Das Budget 2023 und der Finanzplan bis 2026 seien geprägt vom anhaltenden Wachstum der Stadt, den Investitionen in den Klimaschutz, der Finanzierung der städtischen Leistungen sowie den wirtschaftlichen Unsicherheiten, fasst der Stadtrat zusammen.

So steigt unter anderem der Personalaufwand im kommenden Jahr um knapp 170 Millionen auf 3,268 Milliarden Franken an. Dies ist insbesondere darauf zurückzuführen, dass wegen höheren Schülerzahlen mehr Lehrpersonen beschäftigt werden müssen. Zudem werden die Betreuungsangebote in der Stadt ausgebaut. Zudem will der Stadtrat die Teuerung ausgleichen; im Budget sind dafür vorerst 39 Millionen Franken eingestellt.

Bei den Steuereinnahmen erwartet der Stadtrat mit 3,367 Milliarden Franken ein kleines Plus von 269,2 Millionen Franken, zu dem sowohl die natürlichen Personen wegen des Bevölkerungswachstums als auch die Unternehmen aufgrund von guten Ergebnissen beitragen.

Und dank dem nach wie vor «sehr regen Liegenschaftenhandel», bei dem zudem pro Fall steigende Gewinne zu verzeichnen sind, sprudeln auch die Grundstückgewinnsteuern. Für 2023 geht der Stadtrat von 420 Millionen Franken aus, in den weiteren Planjahren rechnet er mit weiter steigenden Werten.

Ebenfalls weiter zunehmen wird die Investitionstätigkeit der Stadt: 2023 rechnet sie mit Nettoinvestitionen von 1,3 Milliarden Franken, von 2024 bis 2026 mit jeweils rund 1,5 Milliarden Franken.

Bürgerliche über Ausgaben verärgert

Auf bürgerliche Seite kommt das Budget nicht gut an. Die SVP zeigt sich beängstigt und schreibt von «unüberblickbaren Budgetierungsrisiken». Sie verlangt, dass der Stadtrat eine generelle Aufgabenüberprüfung und Verzichtsplanung anpackt. «Das Fremdkapital von rund 8,5 Milliarden soll angesichts steigender Zinsen abgebaut werden und nicht um fast zwei Milliarden zunehmen.»

Die Freisinnigen kritisieren, «dass die Ausgaben in der Stadt unkontrolliert weiterwachsen, auch überproportional zum Bevölkerungswachstum». Es werde einfach weiter mit grosser Kelle angerührt, anstatt die Leistungsträgerinnen und -träger zu entlasten.

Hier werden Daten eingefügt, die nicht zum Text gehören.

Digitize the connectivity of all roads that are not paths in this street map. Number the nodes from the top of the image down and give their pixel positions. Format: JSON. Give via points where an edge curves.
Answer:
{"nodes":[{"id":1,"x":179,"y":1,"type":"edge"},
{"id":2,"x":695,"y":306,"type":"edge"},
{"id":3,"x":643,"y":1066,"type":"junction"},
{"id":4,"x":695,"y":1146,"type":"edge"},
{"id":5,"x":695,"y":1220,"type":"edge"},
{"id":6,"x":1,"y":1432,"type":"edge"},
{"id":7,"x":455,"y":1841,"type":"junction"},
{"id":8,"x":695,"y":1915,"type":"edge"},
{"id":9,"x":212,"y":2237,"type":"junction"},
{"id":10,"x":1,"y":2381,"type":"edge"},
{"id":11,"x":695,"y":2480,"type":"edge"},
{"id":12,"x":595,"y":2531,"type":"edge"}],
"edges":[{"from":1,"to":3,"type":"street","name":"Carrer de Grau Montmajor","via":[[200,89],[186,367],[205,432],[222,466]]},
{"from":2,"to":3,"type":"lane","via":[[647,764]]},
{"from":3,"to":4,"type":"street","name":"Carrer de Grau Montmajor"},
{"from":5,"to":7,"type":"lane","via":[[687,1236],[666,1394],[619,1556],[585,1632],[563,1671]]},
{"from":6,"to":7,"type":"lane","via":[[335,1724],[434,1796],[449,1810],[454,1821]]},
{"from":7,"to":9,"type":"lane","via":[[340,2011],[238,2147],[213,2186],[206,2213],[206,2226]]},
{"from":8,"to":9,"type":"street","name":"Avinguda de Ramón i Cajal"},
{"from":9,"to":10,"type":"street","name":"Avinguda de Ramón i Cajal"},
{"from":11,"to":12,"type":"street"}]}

Die FDP glaubt, dass mit einer seriösen Planung eine Steuerfusssenkung um zehn Prozentpunkte möglich wäre.

Für Mitte-Links wirken die Ausgaben

SP, AL und Grüne stören sich am Ausgabenwachstum nicht: So würden sich Investitionen in die Bildung fast immer lohnen, sie kämen aber halt nicht ohne Preisschild aus, schreibt etwa die SP.

Das Geld fliesse unter anderem in Klimaschutzmassnahmen und familienergänzende Betreuung – das seien Massnahmen, welche die Attraktivität der Stadt weiter erhöhen, hält die AL fest. «Die nach wie vor sehr hohen erwarteten Steuereinnahmen zeigen, dass Zürich attraktiv ist zum Wohnen und zum Arbeiten», bilanzieren die Grünen.

Die GLP-Fraktion reagiert ebenfalls positiv auf das Budget: Es schliesse mit einer «roten Null» ab – und dies trotz Teuerung, Krieg und Krise. Der Stadtrat sei aber bezüglich Investitionen in die Zukunft zu zaghaft unterwegs.